Vincent Lepetit
[intermediate] Deep Learning and 3D Reasoning for 3D Scene Understanding
Summary
3D scene understanding is a fundamental problem in Computer Vision, where one wants to not only recognise the objects present in a scene from captured images, but also retrieve their 3D properties including their poses and shapes. With the development of deep learning approaches, this field has made a remarkable progress.

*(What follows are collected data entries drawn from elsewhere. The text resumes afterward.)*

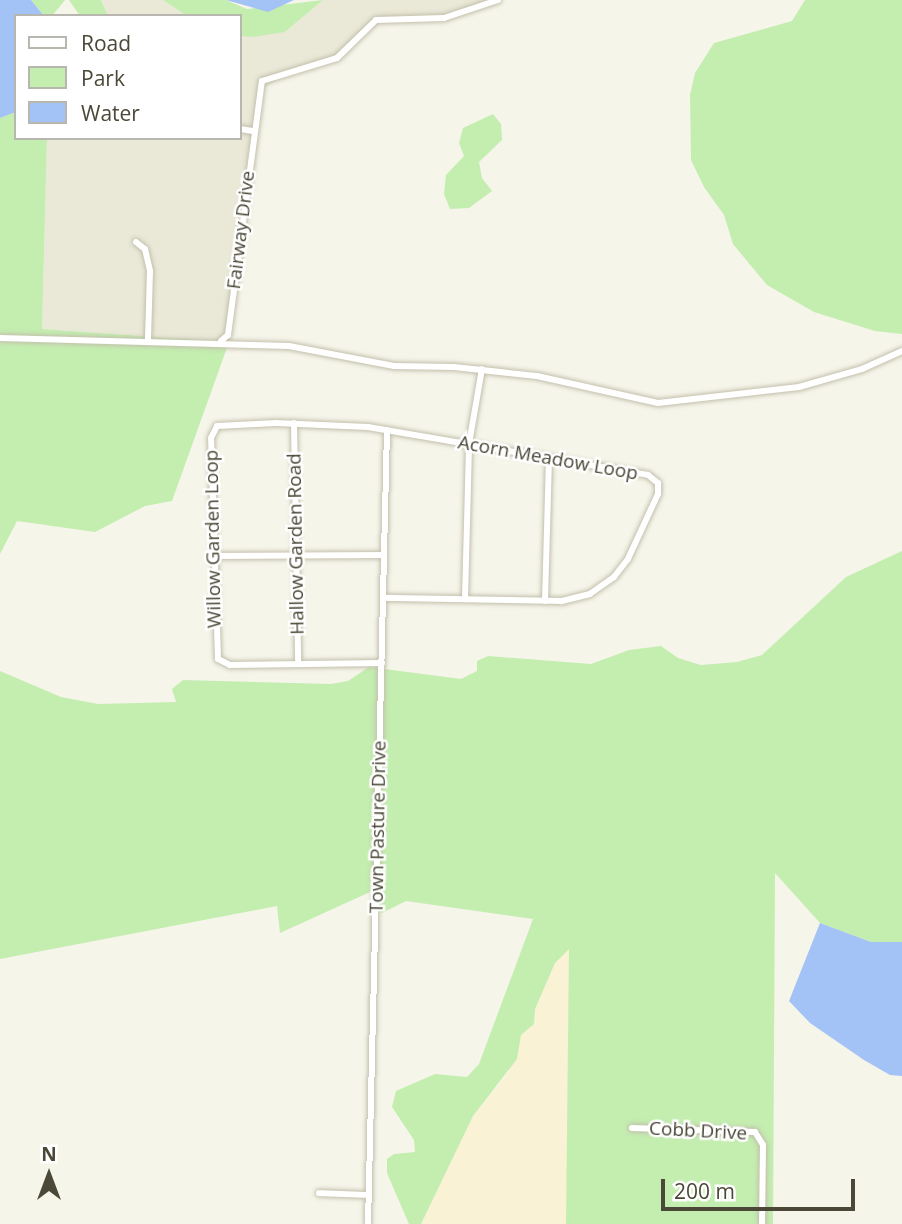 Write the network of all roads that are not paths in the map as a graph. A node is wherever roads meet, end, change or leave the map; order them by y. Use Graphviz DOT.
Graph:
graph roads {
  1 [pos="498,0"];
  2 [pos="242,129"];
  3 [pos="253,131"];
  4 [pos="136,242"];
  5 [pos="0,338"];
  6 [pos="148,339"];
  7 [pos="221,341"];
  8 [pos="902,351"];
  9 [pos="482,369"];
  10 [pos="294,423"];
  11 [pos="387,430"];
  12 [pos="469,444"];
  13 [pos="549,458"];
  14 [pos="296,554"];
  15 [pos="383,555"];
  16 [pos="213,556"];
  17 [pos="383,598"];
  18 [pos="465,599"];
  19 [pos="545,601"];
  20 [pos="382,663"];
  21 [pos="298,664"];
  22 [pos="632,1128"];
  23 [pos="319,1193"];
  24 [pos="369,1195"];
  25 [pos="369,1224"];
  26 [pos="762,1224"];
  1 -- 3 [label="street, Fairway Drive"];
  2 -- 3 [label="street"];
  3 -- 7 [label="street, Fairway Drive"];
  4 -- 6 [label="street"];
  5 -- 6 [label="street"];
  6 -- 7 [label="street"];
  7 -- 9 [label="street"];
  8 -- 9 [label="street"];
  9 -- 12 [label="street"];
  10 -- 11 [label="street, Willow Garden Loop"];
  10 -- 14 [label="street, Hallow Garden Road"];
  10 -- 16 [label="street, Willow Garden Loop"];
  11 -- 12 [label="street, Acorn Meadow Loop"];
  11 -- 15 [label="street, Town Pasture Drive"];
  12 -- 13 [label="street, Acorn Meadow Loop"];
  12 -- 18 [label="street"];
  13 -- 19 [label="street"];
  13 -- 19 [label="street, Acorn Meadow Loop"];
  14 -- 15 [label="street"];
  14 -- 16 [label="street"];
  14 -- 21 [label="street, Hallow Garden Road"];
  15 -- 17 [label="street, Town Pasture Drive"];
  16 -- 21 [label="street, Willow Garden Loop"];
  17 -- 18 [label="street, Acorn Meadow Loop"];
  17 -- 20 [label="street, Town Pasture Drive"];
  18 -- 19 [label="street, Acorn Meadow Loop"];
  20 -- 21 [label="street, Willow Garden Loop"];
  20 -- 24 [label="street, Town Pasture Drive"];
  22 -- 26 [label="street, Cobb Drive"];
  23 -- 24 [label="street"];
  24 -- 25 [label="street, Town Pasture Drive"];
}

In this lecture, we will first review methods for 3D pose prediction, 3D shape estimation, and complete 3D scene inference using Deep Learning. We will also present and discuss self-supervised approaches, more exactly auto-labelling methods for automatically creating 3D annotations, which will probably be one of the main research directions in the future of 3D scene understanding.
Syllabus
- 3D object pose estimation
- 3D hand pose estimation
- 3D scene understanding
- Self-supervised learning
- Monte Carlo Tree Search
References
Total3DUnderstanding: Joint Layout, Object Pose and Mesh Reconstruction for Indoor Scenes from a Single Image. Yinyu Nie, Xiaoguang Han, Shihui Guo, Yujian Zheng, Jian Chang, Jian Jun Zhang. CVPR 2020.
AtlasNet: A Papier-Mache Approach to Learning 3D Surface Generation. T. Groueix et al. CVPR 2018.
DeepSDF: Learning Continuous Signed Distance Functions for Shape Representation. Park et al. CVPR 2019.
Monte Carlo Scene Search for 3D Scene Understanding. Shreyas Hampali, Sinisa Stekovic, Sayan Deb Sarkar, Chetan Srinivasa Kumar, Friedrich Fraundorfer, and Vincent Lepetit. CVPR 2021.
HOnnotate: A Method for 3D Annotation of Hand and Object Poses. Shreyas Hampali, Mahdi Rad, Markus Oberweger, and Vincent Lepetit. CVPR 2020.
Pre-requisites
Basic knowledge of Deep Learning applied to computer vision and 3D Geometry.
Short bio
Vincent Lepetit is a director of research at ENPC ParisTech since 2019. Prior to being at ENPC, he was a full professor at the Institute for Computer Graphics and Vision, Graz University of Technology, Austria, and before that, a senior researcher at the Computer Vision Laboratory (CVLab) of EPFL, Switzerland. His research interest are at the interface between Machine Learning and 3D Computer Vision, and currently focus on 3D scene understanding from images. He often serves as an area chair for the major computer vision conferences (CVPR, ICCV, ECCV) and is an associate editor for PAMI, IJCV, and CVIU.